What to work on: Exactly as written, set down each line of the data below except its pictures.

─── Given information ───

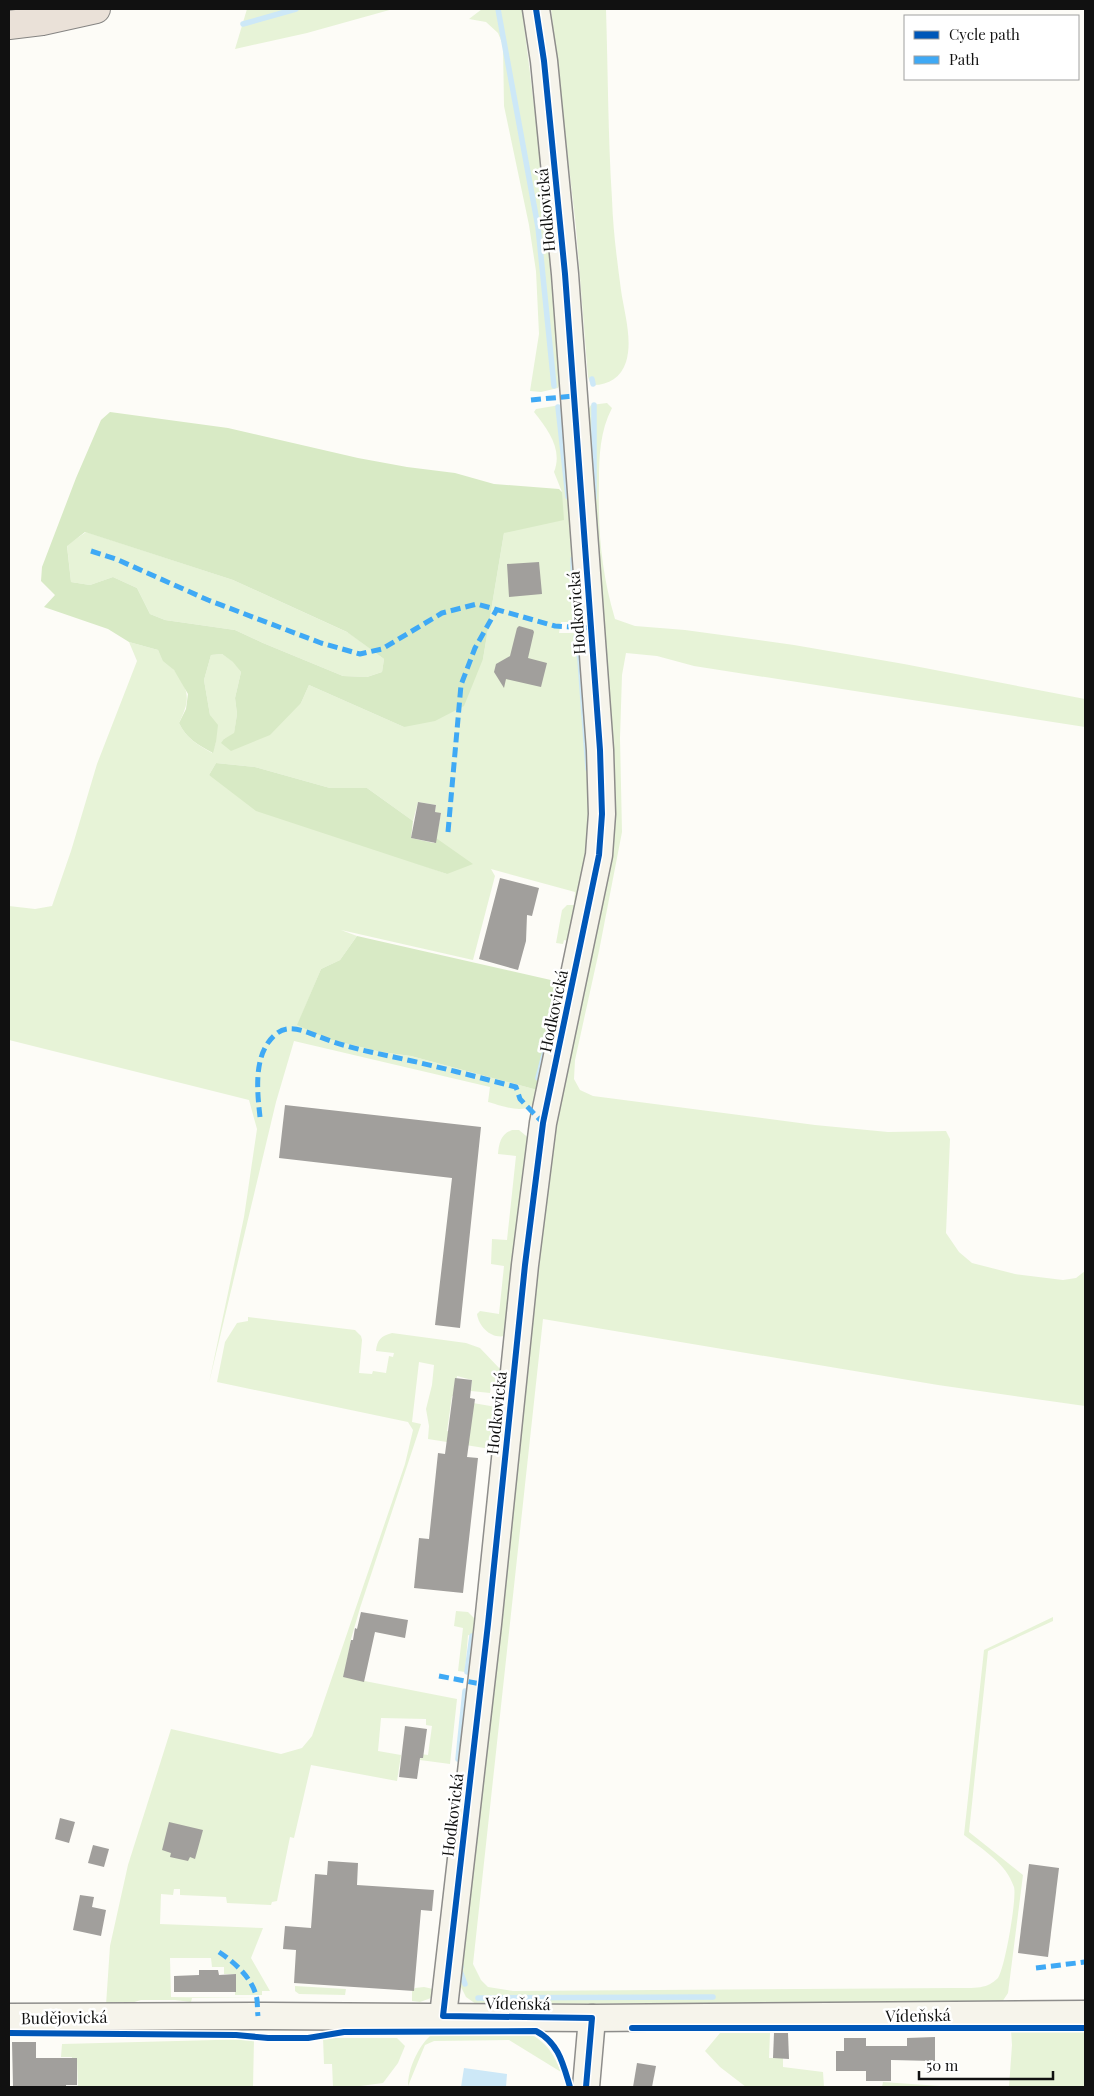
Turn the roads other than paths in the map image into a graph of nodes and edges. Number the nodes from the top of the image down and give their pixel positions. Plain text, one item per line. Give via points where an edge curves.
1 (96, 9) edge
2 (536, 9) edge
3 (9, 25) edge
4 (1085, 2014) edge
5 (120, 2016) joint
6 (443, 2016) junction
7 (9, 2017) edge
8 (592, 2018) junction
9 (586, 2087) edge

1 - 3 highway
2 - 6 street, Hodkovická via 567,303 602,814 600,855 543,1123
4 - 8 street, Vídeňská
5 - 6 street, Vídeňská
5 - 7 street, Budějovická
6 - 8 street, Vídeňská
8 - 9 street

───

Solved problem:
Turn the roads other than paths in the map image into a graph of nodes and edges. Number the nodes from the top of the image down and give their pixel positions. Plain text, one item per line. Give via points where an edge curves.
1 (96, 9) edge
2 (536, 9) edge
3 (9, 25) edge
4 (1085, 2014) edge
5 (120, 2016) joint
6 (443, 2016) junction
7 (9, 2017) edge
8 (592, 2018) junction
9 (586, 2087) edge

1 - 3 highway
2 - 6 street, Hodkovická via 567,303 602,814 600,855 543,1123
4 - 8 street, Vídeňská
5 - 6 street, Vídeňská
5 - 7 street, Budějovická
6 - 8 street, Vídeňská
8 - 9 street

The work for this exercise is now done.